[EXERCISE PROMPT] Every entry, start to finish, should be printed verbatim without pictures.

---------- RECORDS PROVIDED

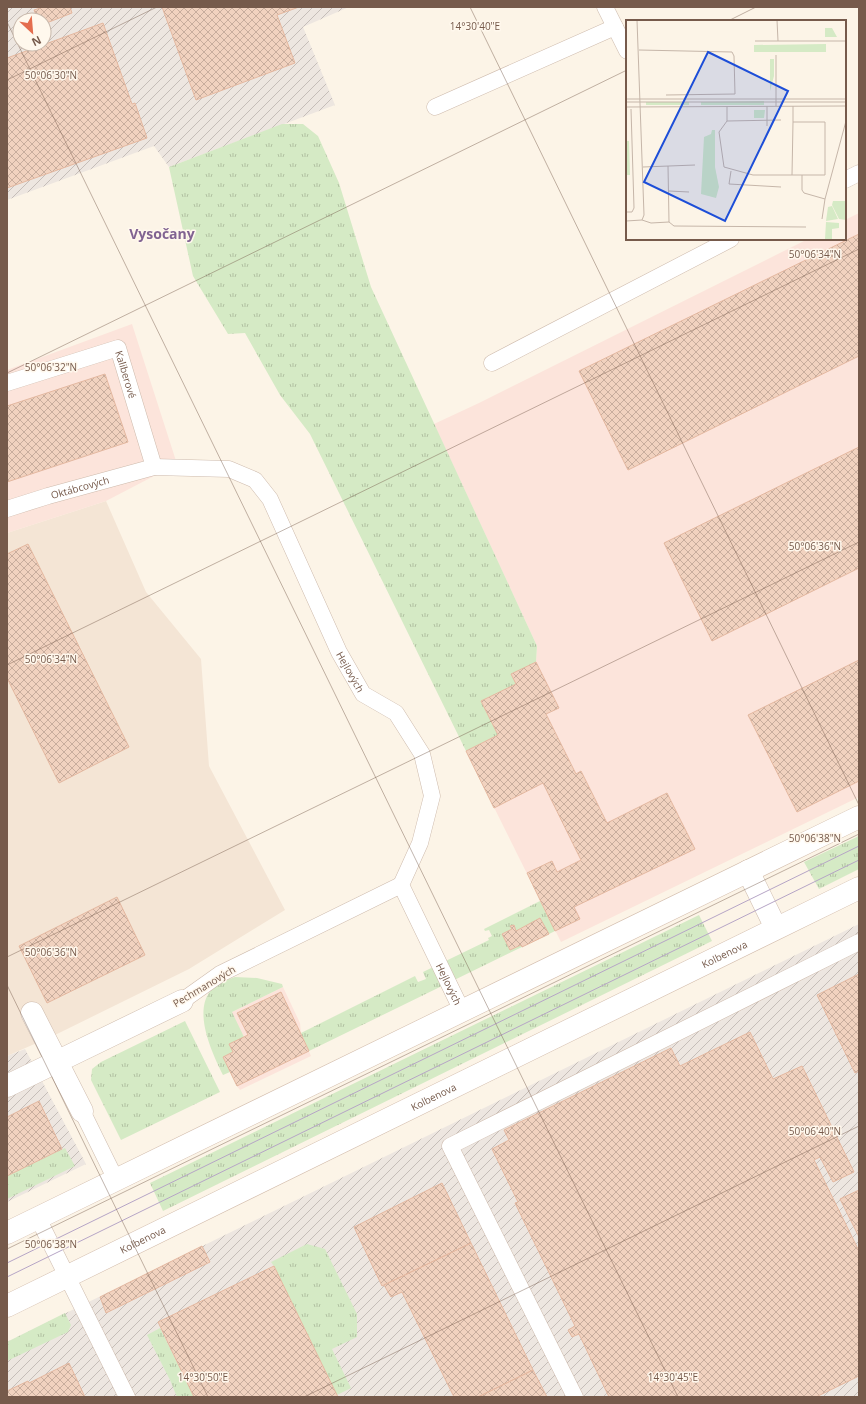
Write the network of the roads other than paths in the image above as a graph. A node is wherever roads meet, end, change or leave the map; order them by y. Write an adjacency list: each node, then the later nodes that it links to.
1 (605, 7): 2 (lane)
2 (614, 27): 3 (lane); 4 (lane)
3 (626, 49)
4 (435, 107)
5 (859, 173): 6 (lane)
6 (846, 180)
7 (726, 240): 8 (lane)
8 (492, 363)
9 (7, 383): 10 (lane, Kaliberové)
10 (154, 467): 11 (lane, Oktábcových); 14 (lane, Hejlových)
11 (7, 509)
12 (859, 816): 13 (main road)
13 (748, 871): 16 (main road); 19 (main road)
14 (401, 884): 18 (lane, Pechmanových); 19 (lane, Hejlových)
15 (859, 888): 16 (main road, Kolbenova)
16 (776, 928): 27 (main road, Kolbenova)
17 (859, 942): 30 (lane)
18 (182, 1001): 21 (main road, Pechmanových)
19 (462, 1011): 24 (main road)
20 (32, 1013): 21 (main road)
21 (57, 1062): 22 (main road, Pechmanových); 23 (main road)
22 (7, 1086)
23 (82, 1111): 24 (lane)
24 (116, 1180): 25 (main road)
25 (38, 1218): 26 (main road); 27 (lane)
26 (7, 1233)
27 (68, 1276): 28 (main road, Kolbenova); 29 (lane)
28 (7, 1306)
29 (128, 1397)
30 (576, 1397)

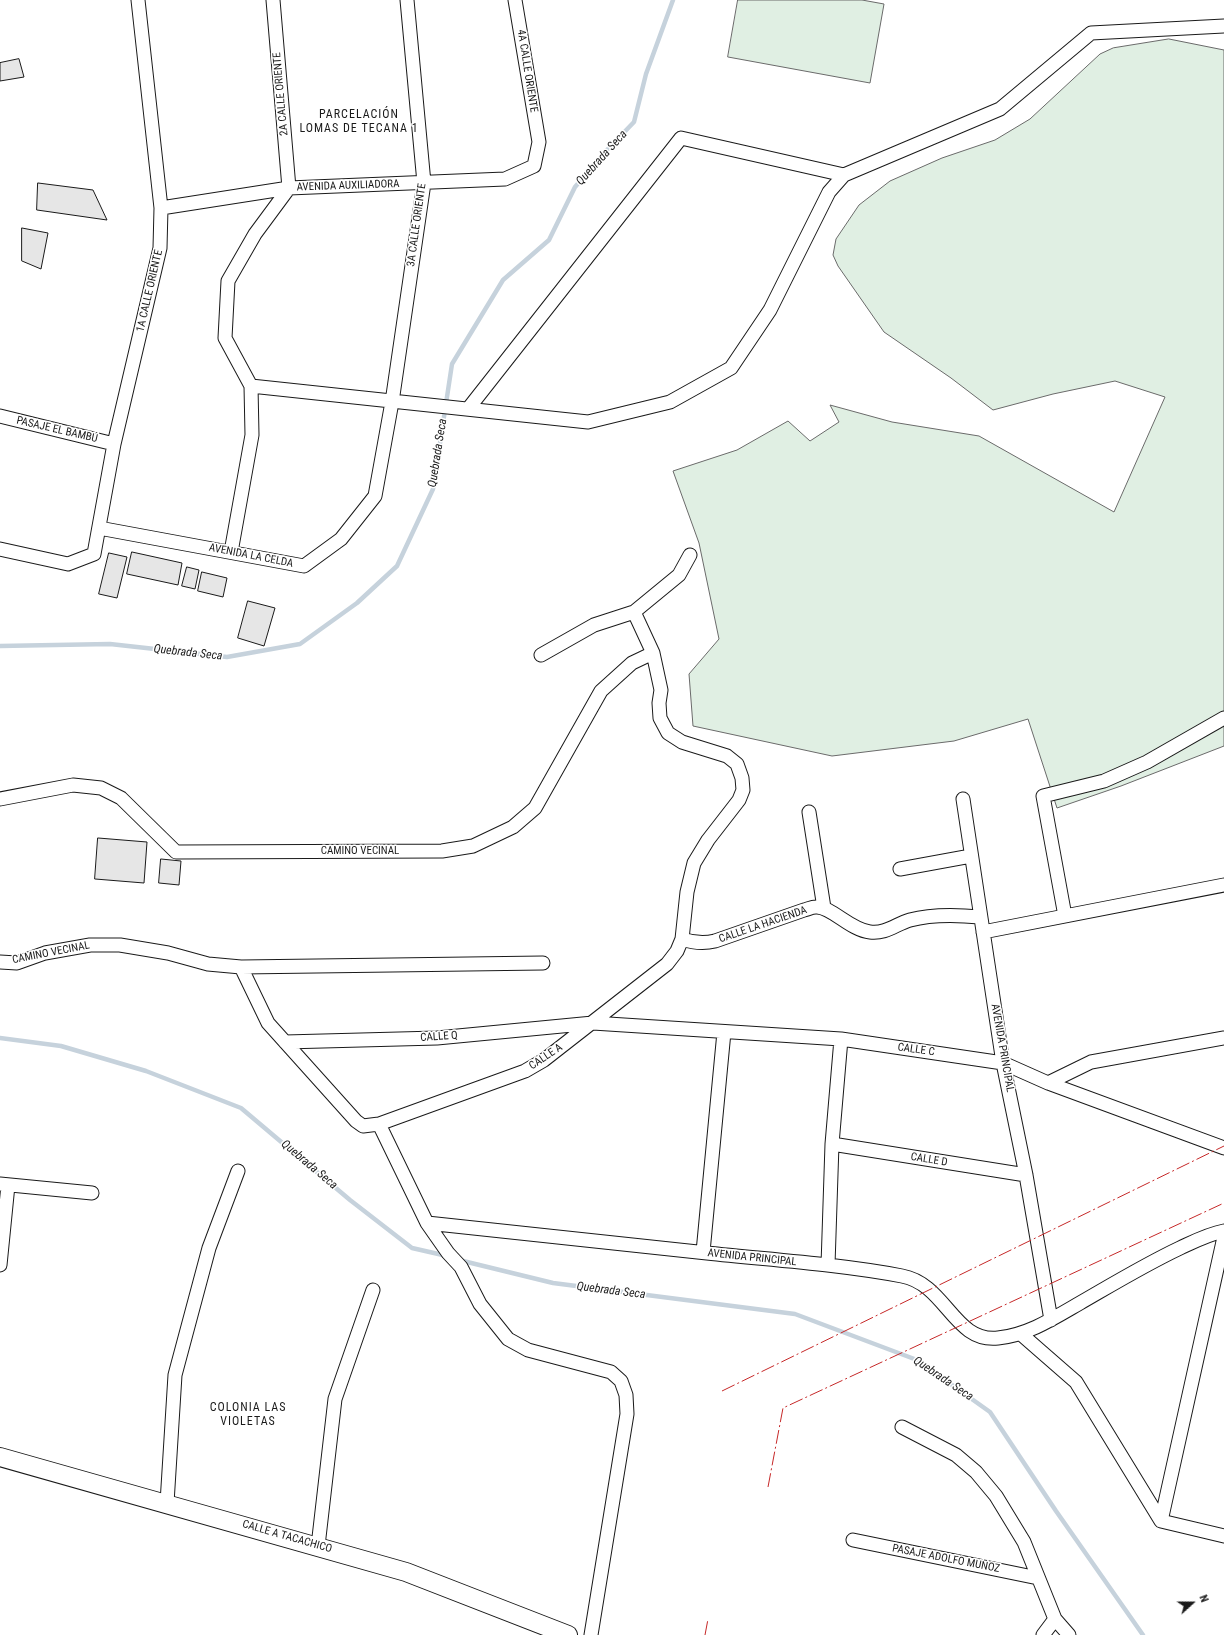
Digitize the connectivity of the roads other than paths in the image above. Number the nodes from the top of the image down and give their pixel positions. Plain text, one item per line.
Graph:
1 (138, 0) edge
2 (273, 0) edge
3 (407, 0) edge
4 (515, 0) edge
5 (1224, 26) edge
6 (539, 142) joint
7 (844, 175) junction
8 (424, 183) junction
9 (289, 188) junction
10 (161, 208) junction
11 (251, 386) junction
12 (392, 402) junction
13 (468, 409) junction
14 (0, 416) edge
15 (114, 444) junction
16 (99, 528) junction
17 (0, 549) edge
18 (231, 552) junction
19 (690, 555) dead end
20 (634, 612) junction
21 (653, 653) junction
22 (541, 655) dead end
23 (1224, 718) edge
24 (0, 799) edge
25 (963, 799) dead end
26 (809, 812) dead end
27 (971, 856) junction
28 (900, 869) dead end
29 (1224, 885) edge
30 (824, 908) junction
31 (1065, 916) junction
32 (980, 917) junction
33 (983, 932) junction
34 (682, 939) junction
35 (0, 962) edge
36 (543, 963) dead end
37 (241, 967) junction
38 (593, 1023) junction
39 (724, 1032) junction
40 (1224, 1038) edge
41 (841, 1039) junction
42 (285, 1042) junction
43 (1003, 1063) junction
44 (1048, 1083) junction
45 (379, 1124) junction
46 (832, 1144) junction
47 (1224, 1148) edge
48 (238, 1171) dead end
49 (1026, 1175) junction
50 (4, 1184) edge
51 (92, 1193) dead end
52 (427, 1223) junction
53 (1224, 1232) edge
54 (1224, 1237) edge
55 (703, 1252) junction
56 (0, 1265) edge
57 (828, 1265) junction
58 (373, 1290) dead end
59 (1051, 1320) junction
60 (1021, 1334) junction
61 (902, 1427) dead end
62 (0, 1457) edge
63 (167, 1504) junction
64 (1161, 1521) junction
65 (1224, 1536) edge
66 (853, 1540) dead end
67 (318, 1546) junction
68 (1038, 1578) junction
69 (1055, 1619) junction
70 (568, 1635) edge
71 (591, 1635) edge
72 (1043, 1635) edge
73 (1069, 1635) edge

1 - 10 street, 1A CALLE ORIENTE
2 - 9 street, 2A CALLE ORIENTE
3 - 8 street, 3A CALLE ORIENTE
4 - 6 street, 4A CALLE ORIENTE
5 - 7 street
6 - 8 street, AVENIDA AUXILIADORA
7 - 13 street
7 - 13 street
8 - 9 street, AVENIDA AUXILIADORA
8 - 12 street, 3A CALLE ORIENTE
9 - 10 street, AVENIDA AUXILIADORA
9 - 11 street
10 - 15 street, 1A CALLE ORIENTE
11 - 12 street
11 - 18 street
12 - 13 street
12 - 18 street, AVENIDA LA CELDA
14 - 15 street, PASAJE EL BAMBÚ
15 - 16 street, 1A CALLE ORIENTE
16 - 17 street, 1A CALLE ORIENTE
16 - 18 street, AVENIDA LA CELDA
19 - 20 street
20 - 21 street
20 - 22 street
21 - 24 street, CAMINO VECINAL
21 - 34 street
23 - 31 street
25 - 27 street, AVENIDA PRINCIPAL
26 - 30 street
27 - 28 street
27 - 32 street, AVENIDA PRINCIPAL
29 - 31 street
30 - 32 street
30 - 34 street, CALLE LA HACIENDA
31 - 33 street
32 - 33 street, AVENIDA PRINCIPAL
33 - 43 street, AVENIDA PRINCIPAL
34 - 38 street, CALLE A
35 - 37 street, CAMINO VECINAL
36 - 37 street, CAMINO VECINAL
37 - 42 street
38 - 39 street, CALLE C
38 - 42 street, CALLE Q
38 - 45 street, CALLE A
39 - 41 street, CALLE C
39 - 55 street
40 - 44 street
41 - 43 street, CALLE C
41 - 46 street
42 - 45 street
43 - 44 street, CALLE C
43 - 49 street, AVENIDA PRINCIPAL
44 - 47 street, CALLE C
45 - 52 street
46 - 49 street, CALLE D
46 - 57 street
48 - 63 street
49 - 59 street, AVENIDA PRINCIPAL
50 - 51 street
50 - 56 street
52 - 55 street, AVENIDA PRINCIPAL
52 - 71 street
53 - 59 street, AVENIDA PRINCIPAL
54 - 64 street
55 - 57 street, AVENIDA PRINCIPAL
57 - 60 street, AVENIDA PRINCIPAL
58 - 67 street
59 - 60 street, AVENIDA PRINCIPAL
60 - 64 street
61 - 68 street
62 - 63 main road, CALLE A TACACHICO
63 - 67 main road, CALLE A TACACHICO
64 - 65 street
66 - 68 street, PASAJE ADOLFO MUÑOZ
67 - 70 main road, CALLE A TACACHICO
68 - 69 street
69 - 72 street
69 - 73 street

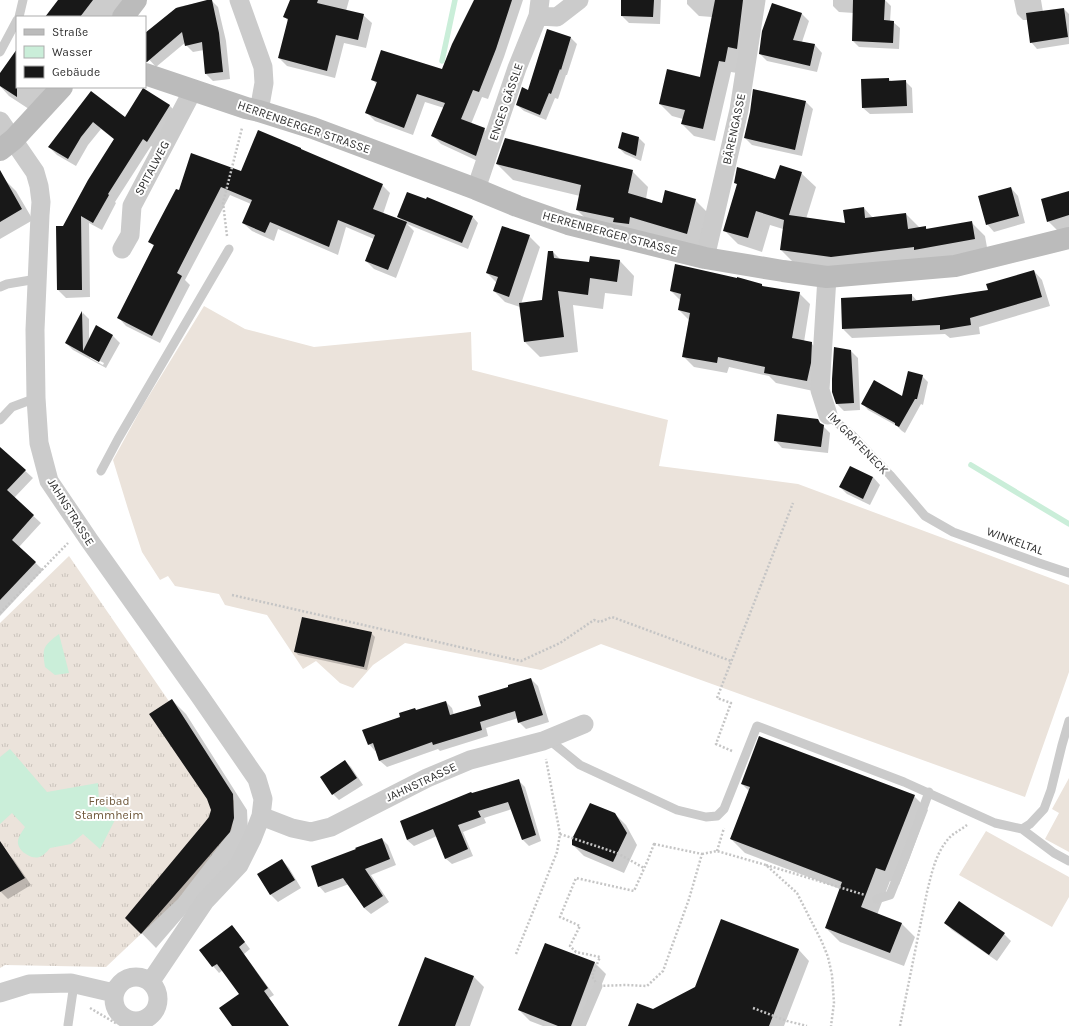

--------------------

[ANSWER]
Write the network of the roads other than paths in the image above as a graph. A node is wherever roads meet, end, change or leave the map; order them by y. Write an adjacency list: each node, then the later nodes that it links to.
1 (605, 7): 2 (lane)
2 (614, 27): 3 (lane); 4 (lane)
3 (626, 49)
4 (435, 107)
5 (859, 173): 6 (lane)
6 (846, 180)
7 (726, 240): 8 (lane)
8 (492, 363)
9 (7, 383): 10 (lane, Kaliberové)
10 (154, 467): 11 (lane, Oktábcových); 14 (lane, Hejlových)
11 (7, 509)
12 (859, 816): 13 (main road)
13 (748, 871): 16 (main road); 19 (main road)
14 (401, 884): 18 (lane, Pechmanových); 19 (lane, Hejlových)
15 (859, 888): 16 (main road, Kolbenova)
16 (776, 928): 27 (main road, Kolbenova)
17 (859, 942): 30 (lane)
18 (182, 1001): 21 (main road, Pechmanových)
19 (462, 1011): 24 (main road)
20 (32, 1013): 21 (main road)
21 (57, 1062): 22 (main road, Pechmanových); 23 (main road)
22 (7, 1086)
23 (82, 1111): 24 (lane)
24 (116, 1180): 25 (main road)
25 (38, 1218): 26 (main road); 27 (lane)
26 (7, 1233)
27 (68, 1276): 28 (main road, Kolbenova); 29 (lane)
28 (7, 1306)
29 (128, 1397)
30 (576, 1397)

Digitize the connectivity of the roads other than paths in the image above. Number the nodes from the top of the image down and give their pixel positions. Plain text, one item per line.
Graph:
1 (138, 0) edge
2 (273, 0) edge
3 (407, 0) edge
4 (515, 0) edge
5 (1224, 26) edge
6 (539, 142) joint
7 (844, 175) junction
8 (424, 183) junction
9 (289, 188) junction
10 (161, 208) junction
11 (251, 386) junction
12 (392, 402) junction
13 (468, 409) junction
14 (0, 416) edge
15 (114, 444) junction
16 (99, 528) junction
17 (0, 549) edge
18 (231, 552) junction
19 (690, 555) dead end
20 (634, 612) junction
21 (653, 653) junction
22 (541, 655) dead end
23 (1224, 718) edge
24 (0, 799) edge
25 (963, 799) dead end
26 (809, 812) dead end
27 (971, 856) junction
28 (900, 869) dead end
29 (1224, 885) edge
30 (824, 908) junction
31 (1065, 916) junction
32 (980, 917) junction
33 (983, 932) junction
34 (682, 939) junction
35 (0, 962) edge
36 (543, 963) dead end
37 (241, 967) junction
38 (593, 1023) junction
39 (724, 1032) junction
40 (1224, 1038) edge
41 (841, 1039) junction
42 (285, 1042) junction
43 (1003, 1063) junction
44 (1048, 1083) junction
45 (379, 1124) junction
46 (832, 1144) junction
47 (1224, 1148) edge
48 (238, 1171) dead end
49 (1026, 1175) junction
50 (4, 1184) edge
51 (92, 1193) dead end
52 (427, 1223) junction
53 (1224, 1232) edge
54 (1224, 1237) edge
55 (703, 1252) junction
56 (0, 1265) edge
57 (828, 1265) junction
58 (373, 1290) dead end
59 (1051, 1320) junction
60 (1021, 1334) junction
61 (902, 1427) dead end
62 (0, 1457) edge
63 (167, 1504) junction
64 (1161, 1521) junction
65 (1224, 1536) edge
66 (853, 1540) dead end
67 (318, 1546) junction
68 (1038, 1578) junction
69 (1055, 1619) junction
70 (568, 1635) edge
71 (591, 1635) edge
72 (1043, 1635) edge
73 (1069, 1635) edge

1 - 10 street, 1A CALLE ORIENTE
2 - 9 street, 2A CALLE ORIENTE
3 - 8 street, 3A CALLE ORIENTE
4 - 6 street, 4A CALLE ORIENTE
5 - 7 street
6 - 8 street, AVENIDA AUXILIADORA
7 - 13 street
7 - 13 street
8 - 9 street, AVENIDA AUXILIADORA
8 - 12 street, 3A CALLE ORIENTE
9 - 10 street, AVENIDA AUXILIADORA
9 - 11 street
10 - 15 street, 1A CALLE ORIENTE
11 - 12 street
11 - 18 street
12 - 13 street
12 - 18 street, AVENIDA LA CELDA
14 - 15 street, PASAJE EL BAMBÚ
15 - 16 street, 1A CALLE ORIENTE
16 - 17 street, 1A CALLE ORIENTE
16 - 18 street, AVENIDA LA CELDA
19 - 20 street
20 - 21 street
20 - 22 street
21 - 24 street, CAMINO VECINAL
21 - 34 street
23 - 31 street
25 - 27 street, AVENIDA PRINCIPAL
26 - 30 street
27 - 28 street
27 - 32 street, AVENIDA PRINCIPAL
29 - 31 street
30 - 32 street
30 - 34 street, CALLE LA HACIENDA
31 - 33 street
32 - 33 street, AVENIDA PRINCIPAL
33 - 43 street, AVENIDA PRINCIPAL
34 - 38 street, CALLE A
35 - 37 street, CAMINO VECINAL
36 - 37 street, CAMINO VECINAL
37 - 42 street
38 - 39 street, CALLE C
38 - 42 street, CALLE Q
38 - 45 street, CALLE A
39 - 41 street, CALLE C
39 - 55 street
40 - 44 street
41 - 43 street, CALLE C
41 - 46 street
42 - 45 street
43 - 44 street, CALLE C
43 - 49 street, AVENIDA PRINCIPAL
44 - 47 street, CALLE C
45 - 52 street
46 - 49 street, CALLE D
46 - 57 street
48 - 63 street
49 - 59 street, AVENIDA PRINCIPAL
50 - 51 street
50 - 56 street
52 - 55 street, AVENIDA PRINCIPAL
52 - 71 street
53 - 59 street, AVENIDA PRINCIPAL
54 - 64 street
55 - 57 street, AVENIDA PRINCIPAL
57 - 60 street, AVENIDA PRINCIPAL
58 - 67 street
59 - 60 street, AVENIDA PRINCIPAL
60 - 64 street
61 - 68 street
62 - 63 main road, CALLE A TACACHICO
63 - 67 main road, CALLE A TACACHICO
64 - 65 street
66 - 68 street, PASAJE ADOLFO MUÑOZ
67 - 70 main road, CALLE A TACACHICO
68 - 69 street
69 - 72 street
69 - 73 street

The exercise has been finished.